**Instructions for the task**
Reproduce all of the entries below exactly, without images.

**Records shown**

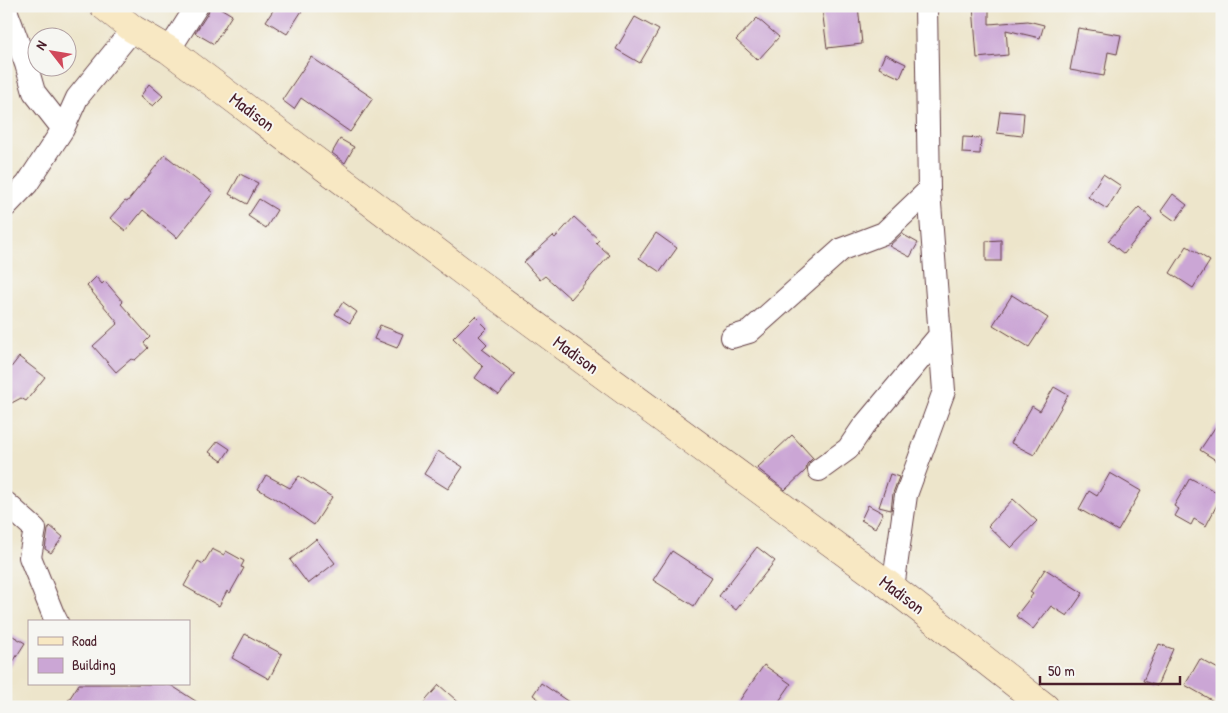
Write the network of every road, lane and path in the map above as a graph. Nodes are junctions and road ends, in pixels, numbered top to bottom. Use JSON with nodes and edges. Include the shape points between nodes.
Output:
{"nodes":[{"id":1,"x":104,"y":6,"type":"edge"},
{"id":2,"x":197,"y":6,"type":"edge"},
{"id":3,"x":926,"y":6,"type":"edge"},
{"id":4,"x":6,"y":10,"type":"edge"},
{"id":5,"x":133,"y":29,"type":"junction"},
{"id":6,"x":169,"y":50,"type":"junction"},
{"id":7,"x":63,"y":128,"type":"junction"},
{"id":8,"x":929,"y":190,"type":"junction"},
{"id":9,"x":6,"y":206,"type":"edge"},
{"id":10,"x":940,"y":335,"type":"junction"},
{"id":11,"x":732,"y":337,"type":"dead end"},
{"id":12,"x":819,"y":470,"type":"dead end"},
{"id":13,"x":6,"y":503,"type":"edge"},
{"id":14,"x":893,"y":588,"type":"junction"},
{"id":15,"x":57,"y":620,"type":"edge"},
{"id":16,"x":1045,"y":707,"type":"edge"}],
"edges":[{"from":1,"to":5,"type":"street","name":"Madison"},
{"from":2,"to":6,"type":"street"},
{"from":3,"to":8,"type":"street"},
{"from":4,"to":7,"type":"street","via":[[34,92]]},
{"from":5,"to":6,"type":"street","name":"Madison"},
{"from":5,"to":7,"type":"street","via":[[77,98]]},
{"from":6,"to":14,"type":"street","name":"Madison","via":[[482,286]]},
{"from":7,"to":9,"type":"street","via":[[27,184]]},
{"from":8,"to":10,"type":"street"},
{"from":8,"to":11,"type":"street","via":[[884,233],[842,250],[749,332]]},
{"from":10,"to":12,"type":"street","via":[[848,449]]},
{"from":10,"to":14,"type":"street","via":[[944,391],[906,495]]},
{"from":13,"to":15,"type":"street","via":[[35,529],[30,557]]},
{"from":14,"to":16,"type":"street","name":"Madison"}]}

**Answer for the task**
Write the network of every road, lane and path in the map above as a graph. Nodes are junctions and road ends, in pixels, numbered top to bottom. Use JSON with nodes and edges. Include the shape points between nodes.
Output:
{"nodes":[{"id":1,"x":104,"y":6,"type":"edge"},
{"id":2,"x":197,"y":6,"type":"edge"},
{"id":3,"x":926,"y":6,"type":"edge"},
{"id":4,"x":6,"y":10,"type":"edge"},
{"id":5,"x":133,"y":29,"type":"junction"},
{"id":6,"x":169,"y":50,"type":"junction"},
{"id":7,"x":63,"y":128,"type":"junction"},
{"id":8,"x":929,"y":190,"type":"junction"},
{"id":9,"x":6,"y":206,"type":"edge"},
{"id":10,"x":940,"y":335,"type":"junction"},
{"id":11,"x":732,"y":337,"type":"dead end"},
{"id":12,"x":819,"y":470,"type":"dead end"},
{"id":13,"x":6,"y":503,"type":"edge"},
{"id":14,"x":893,"y":588,"type":"junction"},
{"id":15,"x":57,"y":620,"type":"edge"},
{"id":16,"x":1045,"y":707,"type":"edge"}],
"edges":[{"from":1,"to":5,"type":"street","name":"Madison"},
{"from":2,"to":6,"type":"street"},
{"from":3,"to":8,"type":"street"},
{"from":4,"to":7,"type":"street","via":[[34,92]]},
{"from":5,"to":6,"type":"street","name":"Madison"},
{"from":5,"to":7,"type":"street","via":[[77,98]]},
{"from":6,"to":14,"type":"street","name":"Madison","via":[[482,286]]},
{"from":7,"to":9,"type":"street","via":[[27,184]]},
{"from":8,"to":10,"type":"street"},
{"from":8,"to":11,"type":"street","via":[[884,233],[842,250],[749,332]]},
{"from":10,"to":12,"type":"street","via":[[848,449]]},
{"from":10,"to":14,"type":"street","via":[[944,391],[906,495]]},
{"from":13,"to":15,"type":"street","via":[[35,529],[30,557]]},
{"from":14,"to":16,"type":"street","name":"Madison"}]}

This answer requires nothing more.